I wasn’t sure about the best practices of changing the default behaviour so I’ve asked Chat GPT for help and this is what it came up with:

In terms of accessibility, it is generally better to avoid moving the focus automatically. This is because when the focus moves unexpectedly, it can be disorienting and confusing for keyboard-only users and users of assistive technology.

Therefore, the best practice is to allow the Tab key to function as it naturally would, which is to move focus to the next focusable element in the DOM order. This means that after a tab has been activated, pressing the Tab key should move focus to the next tab, not directly to the content associated with the activated tab.

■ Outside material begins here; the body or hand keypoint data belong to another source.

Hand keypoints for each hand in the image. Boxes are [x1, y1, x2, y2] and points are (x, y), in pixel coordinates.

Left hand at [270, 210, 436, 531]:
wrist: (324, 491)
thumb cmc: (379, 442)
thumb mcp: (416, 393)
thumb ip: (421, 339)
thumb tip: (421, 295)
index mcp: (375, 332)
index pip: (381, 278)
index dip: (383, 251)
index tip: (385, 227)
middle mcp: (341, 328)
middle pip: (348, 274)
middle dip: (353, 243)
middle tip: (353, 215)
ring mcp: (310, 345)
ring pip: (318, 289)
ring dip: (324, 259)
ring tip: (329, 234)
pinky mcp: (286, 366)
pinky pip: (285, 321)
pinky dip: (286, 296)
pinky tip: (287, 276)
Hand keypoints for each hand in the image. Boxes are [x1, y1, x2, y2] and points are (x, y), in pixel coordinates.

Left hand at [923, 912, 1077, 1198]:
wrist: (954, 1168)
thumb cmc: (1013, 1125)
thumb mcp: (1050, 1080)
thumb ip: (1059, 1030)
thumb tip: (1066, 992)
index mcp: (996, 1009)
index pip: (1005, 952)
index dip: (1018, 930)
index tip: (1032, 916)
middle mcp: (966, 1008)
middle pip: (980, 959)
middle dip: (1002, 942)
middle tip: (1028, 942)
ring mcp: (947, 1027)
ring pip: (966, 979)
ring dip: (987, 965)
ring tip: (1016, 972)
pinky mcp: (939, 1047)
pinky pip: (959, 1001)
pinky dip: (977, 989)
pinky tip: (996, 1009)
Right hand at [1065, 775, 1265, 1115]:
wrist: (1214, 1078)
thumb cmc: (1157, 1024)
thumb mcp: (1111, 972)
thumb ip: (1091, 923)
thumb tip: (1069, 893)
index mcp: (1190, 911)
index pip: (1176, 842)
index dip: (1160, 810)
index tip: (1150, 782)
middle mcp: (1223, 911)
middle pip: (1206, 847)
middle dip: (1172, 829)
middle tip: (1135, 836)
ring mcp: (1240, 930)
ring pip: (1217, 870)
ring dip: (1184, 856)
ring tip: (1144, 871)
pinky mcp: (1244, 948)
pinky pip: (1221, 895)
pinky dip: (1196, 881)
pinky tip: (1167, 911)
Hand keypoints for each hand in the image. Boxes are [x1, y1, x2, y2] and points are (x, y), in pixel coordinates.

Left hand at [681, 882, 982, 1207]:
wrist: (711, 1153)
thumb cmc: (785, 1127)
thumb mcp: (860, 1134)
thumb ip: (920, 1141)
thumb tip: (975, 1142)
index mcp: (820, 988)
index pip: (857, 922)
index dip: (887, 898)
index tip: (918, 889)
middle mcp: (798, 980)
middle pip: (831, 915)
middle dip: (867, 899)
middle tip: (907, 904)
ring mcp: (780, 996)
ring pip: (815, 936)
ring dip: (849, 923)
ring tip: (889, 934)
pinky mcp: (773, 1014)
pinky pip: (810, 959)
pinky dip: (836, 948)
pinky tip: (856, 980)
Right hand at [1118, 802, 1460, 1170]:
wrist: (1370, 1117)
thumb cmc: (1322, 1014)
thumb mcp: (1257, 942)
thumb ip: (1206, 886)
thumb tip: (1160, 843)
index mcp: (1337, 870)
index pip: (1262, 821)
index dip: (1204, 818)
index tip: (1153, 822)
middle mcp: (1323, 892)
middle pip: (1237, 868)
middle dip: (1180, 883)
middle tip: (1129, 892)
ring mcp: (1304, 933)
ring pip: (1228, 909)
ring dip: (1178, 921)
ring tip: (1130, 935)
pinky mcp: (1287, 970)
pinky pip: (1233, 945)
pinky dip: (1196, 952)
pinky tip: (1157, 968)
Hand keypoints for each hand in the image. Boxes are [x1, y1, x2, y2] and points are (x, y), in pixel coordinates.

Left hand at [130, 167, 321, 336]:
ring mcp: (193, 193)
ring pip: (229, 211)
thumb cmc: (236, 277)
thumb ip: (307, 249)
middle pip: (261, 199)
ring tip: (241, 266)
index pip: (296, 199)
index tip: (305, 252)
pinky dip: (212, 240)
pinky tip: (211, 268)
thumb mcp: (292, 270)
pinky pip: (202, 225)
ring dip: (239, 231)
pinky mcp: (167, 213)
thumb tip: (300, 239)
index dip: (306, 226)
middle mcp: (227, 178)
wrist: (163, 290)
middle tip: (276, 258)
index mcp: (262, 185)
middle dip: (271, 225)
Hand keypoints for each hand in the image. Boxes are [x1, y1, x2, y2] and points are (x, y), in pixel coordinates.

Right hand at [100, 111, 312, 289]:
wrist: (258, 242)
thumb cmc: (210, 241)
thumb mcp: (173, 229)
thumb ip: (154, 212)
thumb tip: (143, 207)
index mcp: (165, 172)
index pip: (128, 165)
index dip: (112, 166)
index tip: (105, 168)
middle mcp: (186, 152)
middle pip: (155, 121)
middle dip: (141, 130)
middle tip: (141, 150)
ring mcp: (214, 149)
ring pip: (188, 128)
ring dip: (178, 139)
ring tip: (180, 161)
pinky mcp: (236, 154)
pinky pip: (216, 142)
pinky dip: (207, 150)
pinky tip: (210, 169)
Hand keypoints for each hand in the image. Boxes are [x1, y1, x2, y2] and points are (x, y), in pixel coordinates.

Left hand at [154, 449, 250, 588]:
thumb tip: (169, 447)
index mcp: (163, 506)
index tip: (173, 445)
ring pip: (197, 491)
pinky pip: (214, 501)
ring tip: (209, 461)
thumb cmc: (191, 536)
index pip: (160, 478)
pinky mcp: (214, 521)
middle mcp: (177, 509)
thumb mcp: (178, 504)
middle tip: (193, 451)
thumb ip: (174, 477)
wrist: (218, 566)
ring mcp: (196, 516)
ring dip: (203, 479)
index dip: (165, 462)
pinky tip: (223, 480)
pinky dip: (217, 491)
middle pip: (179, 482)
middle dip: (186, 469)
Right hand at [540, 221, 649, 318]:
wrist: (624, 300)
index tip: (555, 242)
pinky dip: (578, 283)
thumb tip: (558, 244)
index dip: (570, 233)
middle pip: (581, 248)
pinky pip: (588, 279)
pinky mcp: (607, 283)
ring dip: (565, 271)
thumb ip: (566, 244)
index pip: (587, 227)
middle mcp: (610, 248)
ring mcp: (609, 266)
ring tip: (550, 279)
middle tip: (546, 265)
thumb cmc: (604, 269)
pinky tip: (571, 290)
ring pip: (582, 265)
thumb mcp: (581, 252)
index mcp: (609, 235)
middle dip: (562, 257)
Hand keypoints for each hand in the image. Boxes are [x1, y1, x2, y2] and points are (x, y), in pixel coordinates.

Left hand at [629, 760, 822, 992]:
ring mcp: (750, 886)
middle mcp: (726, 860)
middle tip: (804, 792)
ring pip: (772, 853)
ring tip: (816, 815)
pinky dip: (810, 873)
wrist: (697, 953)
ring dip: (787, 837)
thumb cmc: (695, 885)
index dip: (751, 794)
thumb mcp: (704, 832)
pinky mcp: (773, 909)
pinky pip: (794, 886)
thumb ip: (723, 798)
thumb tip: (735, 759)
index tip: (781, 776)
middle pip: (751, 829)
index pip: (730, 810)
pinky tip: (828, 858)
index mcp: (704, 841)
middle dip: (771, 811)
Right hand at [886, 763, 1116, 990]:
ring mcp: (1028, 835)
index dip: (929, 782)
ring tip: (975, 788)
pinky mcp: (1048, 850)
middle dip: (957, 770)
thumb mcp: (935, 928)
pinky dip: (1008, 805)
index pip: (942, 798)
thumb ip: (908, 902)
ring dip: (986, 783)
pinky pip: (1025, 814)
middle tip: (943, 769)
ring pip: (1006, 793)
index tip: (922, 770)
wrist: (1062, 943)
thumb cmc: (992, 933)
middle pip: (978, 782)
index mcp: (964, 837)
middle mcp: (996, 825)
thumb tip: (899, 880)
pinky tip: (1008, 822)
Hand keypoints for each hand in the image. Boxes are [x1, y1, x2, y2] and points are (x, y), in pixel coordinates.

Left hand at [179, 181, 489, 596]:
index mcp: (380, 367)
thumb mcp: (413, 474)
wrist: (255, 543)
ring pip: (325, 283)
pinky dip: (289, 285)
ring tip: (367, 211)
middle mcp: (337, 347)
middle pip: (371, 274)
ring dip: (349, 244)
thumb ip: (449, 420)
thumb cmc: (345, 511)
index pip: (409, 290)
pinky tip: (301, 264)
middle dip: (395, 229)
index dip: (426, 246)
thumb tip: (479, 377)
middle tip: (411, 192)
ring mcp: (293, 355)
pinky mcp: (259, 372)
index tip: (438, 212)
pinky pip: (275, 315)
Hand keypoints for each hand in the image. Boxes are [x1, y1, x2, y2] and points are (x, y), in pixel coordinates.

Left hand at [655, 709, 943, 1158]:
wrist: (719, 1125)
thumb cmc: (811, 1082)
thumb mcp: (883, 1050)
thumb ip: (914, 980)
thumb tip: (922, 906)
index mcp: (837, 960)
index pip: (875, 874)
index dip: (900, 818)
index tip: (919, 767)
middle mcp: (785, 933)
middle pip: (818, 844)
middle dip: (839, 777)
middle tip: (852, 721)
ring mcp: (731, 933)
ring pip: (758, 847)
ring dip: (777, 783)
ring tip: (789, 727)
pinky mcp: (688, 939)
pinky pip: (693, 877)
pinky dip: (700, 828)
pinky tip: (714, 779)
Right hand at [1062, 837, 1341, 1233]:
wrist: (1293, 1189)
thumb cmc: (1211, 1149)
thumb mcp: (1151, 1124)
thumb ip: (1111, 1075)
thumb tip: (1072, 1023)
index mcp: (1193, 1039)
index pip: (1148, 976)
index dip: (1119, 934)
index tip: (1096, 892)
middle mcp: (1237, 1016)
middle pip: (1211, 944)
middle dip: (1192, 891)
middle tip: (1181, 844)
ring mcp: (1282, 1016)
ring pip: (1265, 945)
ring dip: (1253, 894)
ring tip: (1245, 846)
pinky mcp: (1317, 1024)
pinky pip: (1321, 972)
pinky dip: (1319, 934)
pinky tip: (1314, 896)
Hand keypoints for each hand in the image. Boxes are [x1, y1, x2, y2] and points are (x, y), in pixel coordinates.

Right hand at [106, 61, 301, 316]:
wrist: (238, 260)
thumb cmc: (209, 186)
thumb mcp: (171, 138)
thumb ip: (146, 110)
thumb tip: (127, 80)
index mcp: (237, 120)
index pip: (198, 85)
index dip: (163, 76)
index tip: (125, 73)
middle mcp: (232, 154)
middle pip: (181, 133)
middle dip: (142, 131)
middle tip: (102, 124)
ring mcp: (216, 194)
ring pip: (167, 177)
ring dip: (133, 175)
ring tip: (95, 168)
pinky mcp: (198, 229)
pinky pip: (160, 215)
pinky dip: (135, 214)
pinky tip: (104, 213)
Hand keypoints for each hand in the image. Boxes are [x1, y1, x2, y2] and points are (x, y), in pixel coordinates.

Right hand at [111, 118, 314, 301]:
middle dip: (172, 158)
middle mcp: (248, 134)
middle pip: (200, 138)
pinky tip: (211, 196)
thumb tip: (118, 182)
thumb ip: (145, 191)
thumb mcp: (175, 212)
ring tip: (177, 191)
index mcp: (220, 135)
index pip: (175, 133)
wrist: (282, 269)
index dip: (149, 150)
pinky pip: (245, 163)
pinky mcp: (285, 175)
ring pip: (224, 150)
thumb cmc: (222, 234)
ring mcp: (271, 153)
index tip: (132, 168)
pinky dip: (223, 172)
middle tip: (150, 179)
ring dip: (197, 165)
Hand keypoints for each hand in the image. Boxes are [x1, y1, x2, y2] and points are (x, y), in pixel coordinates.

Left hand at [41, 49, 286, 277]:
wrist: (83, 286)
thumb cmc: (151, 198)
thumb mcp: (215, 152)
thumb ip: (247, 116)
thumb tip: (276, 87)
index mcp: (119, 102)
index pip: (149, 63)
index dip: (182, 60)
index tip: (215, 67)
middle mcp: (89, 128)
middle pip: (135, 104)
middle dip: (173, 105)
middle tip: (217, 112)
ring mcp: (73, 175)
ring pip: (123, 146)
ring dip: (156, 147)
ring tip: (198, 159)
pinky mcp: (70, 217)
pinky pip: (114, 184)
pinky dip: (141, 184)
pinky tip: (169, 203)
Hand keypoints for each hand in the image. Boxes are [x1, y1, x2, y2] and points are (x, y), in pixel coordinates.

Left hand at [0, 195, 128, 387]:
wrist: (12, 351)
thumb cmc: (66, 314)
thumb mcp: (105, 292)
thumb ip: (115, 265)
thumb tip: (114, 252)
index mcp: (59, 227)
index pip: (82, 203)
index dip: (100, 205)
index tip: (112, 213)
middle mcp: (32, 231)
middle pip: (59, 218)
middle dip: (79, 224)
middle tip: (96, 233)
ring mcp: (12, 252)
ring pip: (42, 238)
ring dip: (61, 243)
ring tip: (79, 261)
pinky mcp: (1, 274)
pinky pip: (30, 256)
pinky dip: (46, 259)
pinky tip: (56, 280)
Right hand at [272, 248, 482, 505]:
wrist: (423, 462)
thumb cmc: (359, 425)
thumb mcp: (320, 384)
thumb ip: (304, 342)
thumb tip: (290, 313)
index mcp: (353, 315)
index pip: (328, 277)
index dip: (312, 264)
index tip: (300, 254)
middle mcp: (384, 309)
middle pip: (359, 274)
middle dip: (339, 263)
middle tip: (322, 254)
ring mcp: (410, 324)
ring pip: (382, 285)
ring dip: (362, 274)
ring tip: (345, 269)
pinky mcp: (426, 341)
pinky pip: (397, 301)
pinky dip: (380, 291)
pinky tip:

In the context of your tab interface, this means that a user would first Tab through all the tab headings. Once a desired tab heading is focused, the user can press Enter to activate it (which might visually reveal its associated tab panel). The user can then continue pressing Tab to move focus through the remaining tab headings and eventually into the active tab panel.

If the number of tabs is large and you want to provide a shortcut to the active tab content, consider providing instructions (like a tooltip or some other visible instruction) to the user that they can press a specific key combination (like Alt + Down arrow) to move directly to the content.

So, in conclusion, not moving the focus automatically is more predictable and thus often provides a better user experience for keyboard users and users of assistive technologies.

Feel free to test the scripts and use them, but personally I think that the default behaviour (DOM order) shouldn’t be altered / ignored.

1 Like

Thanks for this! I am still undecided, but you (and ChatGPT, haha) make a great point. I guess having the focus and tabs behave in the way that people with screen readers expect it to behave makes the most sense. After all that is why I am trying to implement it: accessibility. :slight_smile:

You are welcome :slight_smile: I’m glad to see another accessibility focused person :slight_smile:

I see you went away from the tabs in your site… did this not work out for you?

Thank you so much, this was very helpful.